+++ SUPPLIED RECORDS

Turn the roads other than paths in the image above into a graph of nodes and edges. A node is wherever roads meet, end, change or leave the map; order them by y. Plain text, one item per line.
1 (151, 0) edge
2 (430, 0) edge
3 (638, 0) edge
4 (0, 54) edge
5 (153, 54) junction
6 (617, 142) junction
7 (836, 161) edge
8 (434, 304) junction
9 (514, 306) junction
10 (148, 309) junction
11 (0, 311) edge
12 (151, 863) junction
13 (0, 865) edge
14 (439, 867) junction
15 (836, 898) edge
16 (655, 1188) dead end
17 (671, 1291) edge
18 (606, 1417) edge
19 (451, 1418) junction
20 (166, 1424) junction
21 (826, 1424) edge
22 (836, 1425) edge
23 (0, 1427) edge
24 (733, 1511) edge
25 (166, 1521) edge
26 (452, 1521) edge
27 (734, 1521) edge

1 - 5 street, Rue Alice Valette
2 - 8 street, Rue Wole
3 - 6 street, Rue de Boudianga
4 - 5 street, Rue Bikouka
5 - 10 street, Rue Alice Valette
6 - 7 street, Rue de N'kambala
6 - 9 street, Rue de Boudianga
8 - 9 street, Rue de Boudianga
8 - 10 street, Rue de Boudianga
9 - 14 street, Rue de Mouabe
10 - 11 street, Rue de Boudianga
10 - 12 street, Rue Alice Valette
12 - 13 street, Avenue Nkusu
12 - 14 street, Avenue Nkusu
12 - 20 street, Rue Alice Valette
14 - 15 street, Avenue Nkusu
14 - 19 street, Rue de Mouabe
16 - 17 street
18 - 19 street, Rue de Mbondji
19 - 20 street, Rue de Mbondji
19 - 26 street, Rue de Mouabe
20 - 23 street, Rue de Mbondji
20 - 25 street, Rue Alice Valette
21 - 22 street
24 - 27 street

++++++

Reply with nothing except the number of lines in the records that include the word "Alice".

## ANSWER BOX
5